Task prompt » Using the listing that follows, filter out every line lacking the string "roads" and return the rest.

Data section »
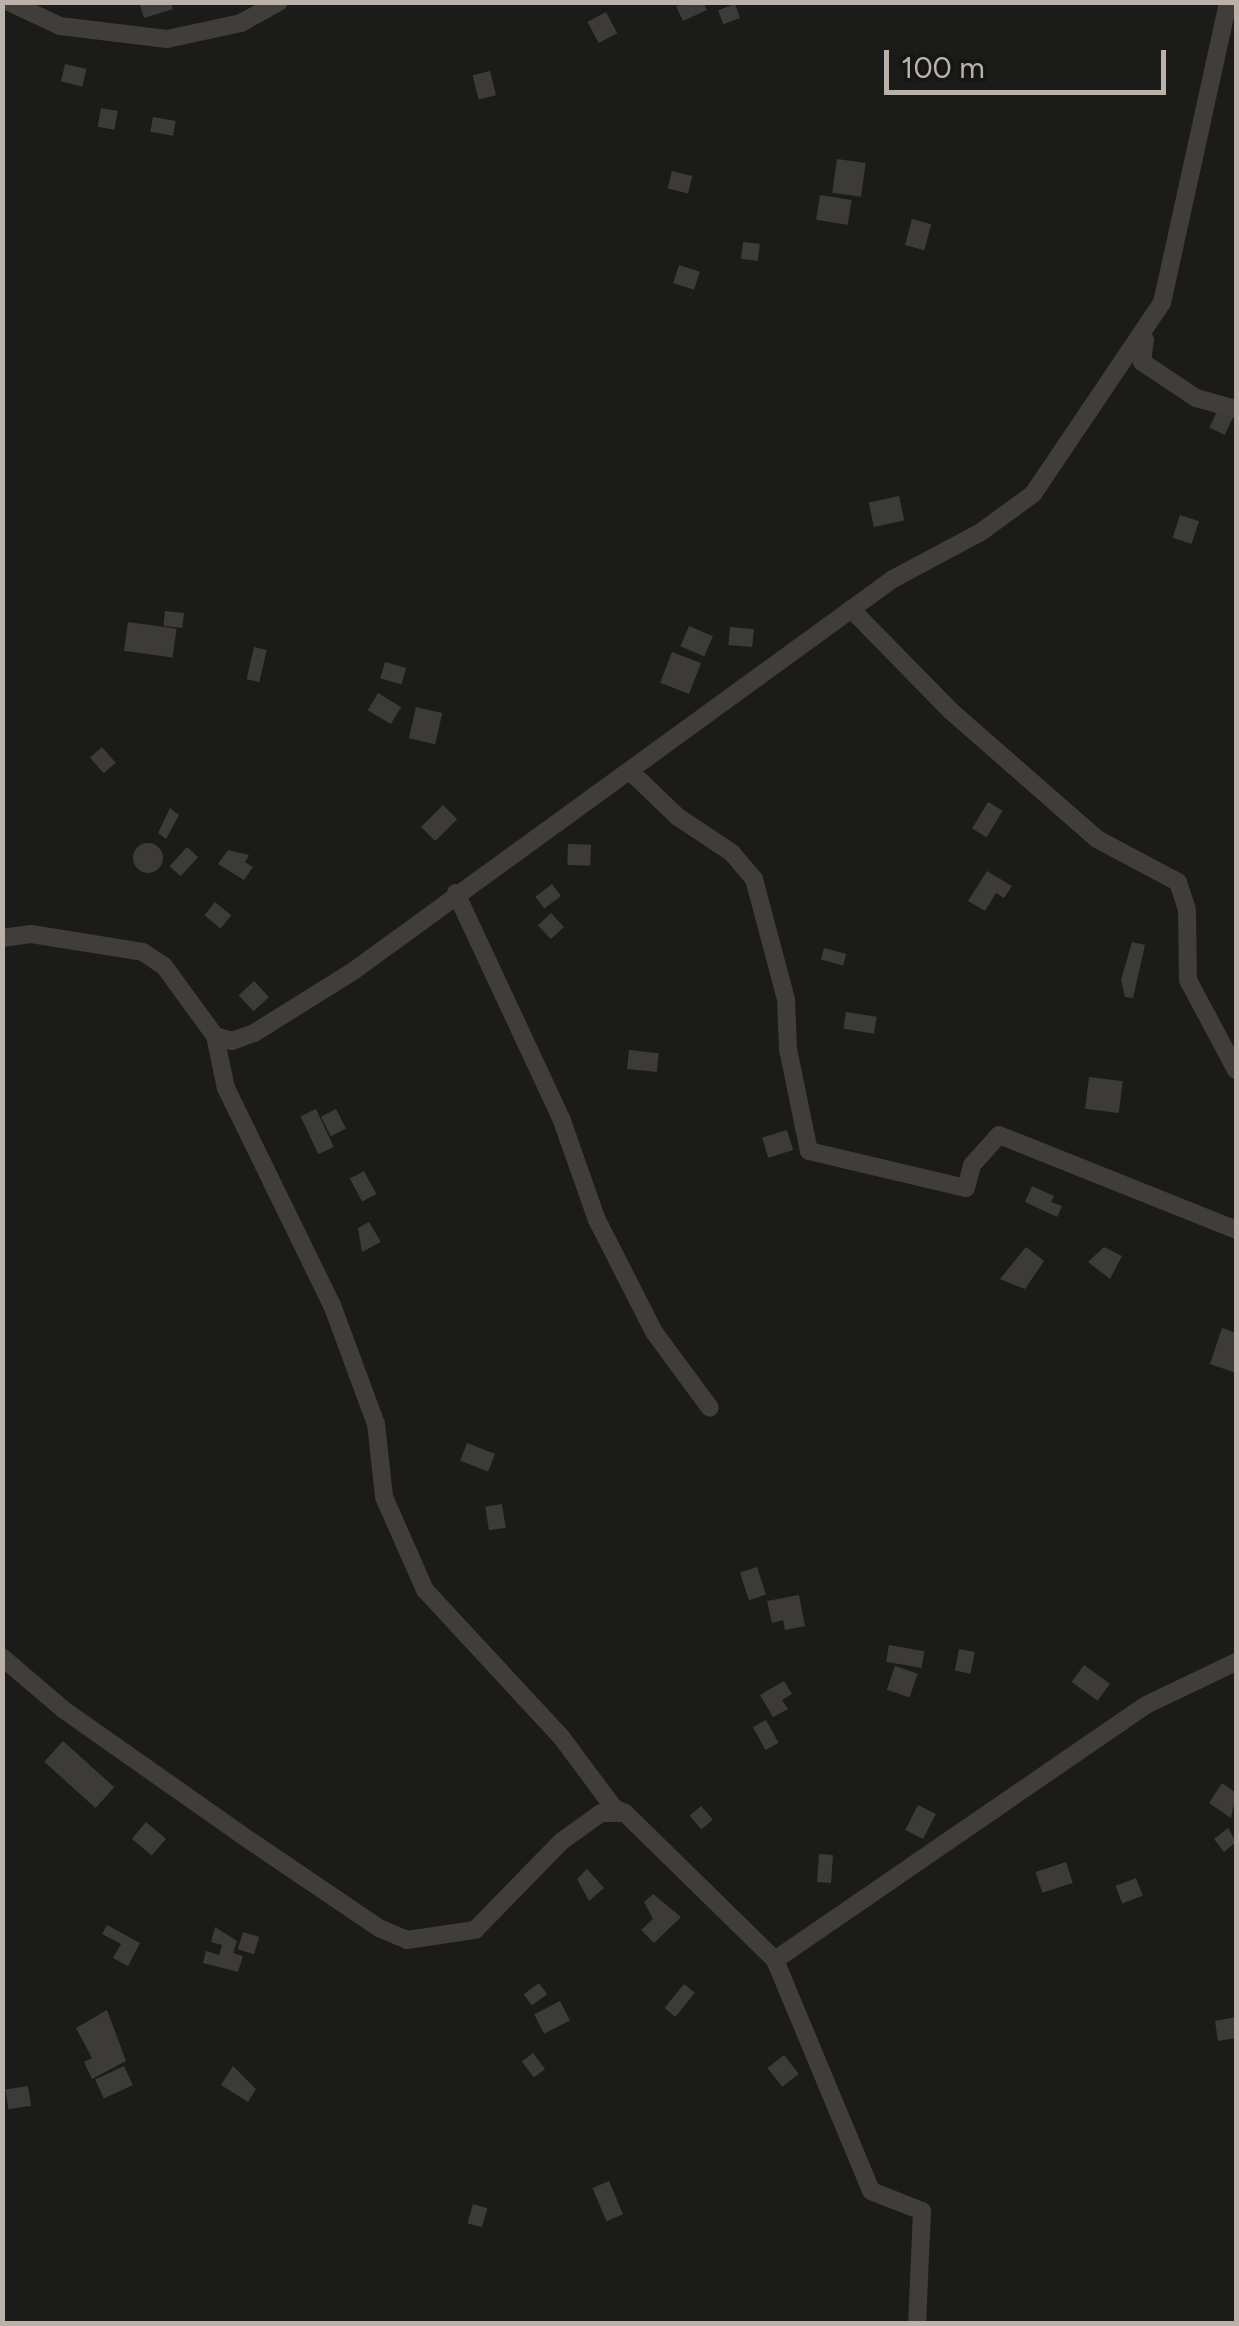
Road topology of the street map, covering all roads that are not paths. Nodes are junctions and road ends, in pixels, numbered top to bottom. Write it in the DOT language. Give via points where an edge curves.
graph roads {
  1 [pos="9,2"];
  2 [pos="280,2"];
  3 [pos="1228,2"];
  4 [pos="1146,334"];
  5 [pos="1236,408"];
  6 [pos="851,609"];
  7 [pos="631,772"];
  8 [pos="456,893"];
  9 [pos="2,938"];
  10 [pos="215,1036"];
  11 [pos="1236,1070"];
  12 [pos="1236,1230"];
  13 [pos="710,1408"];
  14 [pos="2,1657"];
  15 [pos="1236,1662"];
  16 [pos="625,1813"];
  17 [pos="774,1960"];
  18 [pos="917,2324"];
  1 -- 2 [label="street" via="60,26 167,39 241,23"];
  3 -- 4 [label="street" via="1170,276"];
  4 -- 5 [label="street" via="1142,362 1196,398"];
  4 -- 6 [label="street" via="1033,494"];
  6 -- 7 [label="street"];
  6 -- 11 [label="street" via="967,725 1097,839 1176,880 1187,910 1188,980"];
  7 -- 8 [label="street"];
  7 -- 12 [label="street" via="678,817 732,853 754,879 786,998 788,1049 809,1151 966,1188 972,1165 999,1135"];
  8 -- 10 [label="street" via="280,1018 232,1041"];
  8 -- 13 [label="street" via="561,1118 597,1220 654,1332"];
  9 -- 10 [label="street" via="31,934 143,952 164,966"];
  10 -- 16 [label="street" via="226,1088 332,1305 376,1424 384,1497 425,1590"];
  14 -- 16 [label="street" via="64,1710 255,1844 407,1940 475,1930 562,1841 601,1813"];
  15 -- 17 [label="street" via="1146,1705"];
  16 -- 17 [label="street"];
  17 -- 18 [label="street" via="871,2191 922,2211"];
}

Task result »
Road topology of the street map, covering all roads that are not paths. Nodes are junctions and road ends, in pixels, numbered top to bottom. Write it in the DOT language. Give via points where an edge curves.
graph roads {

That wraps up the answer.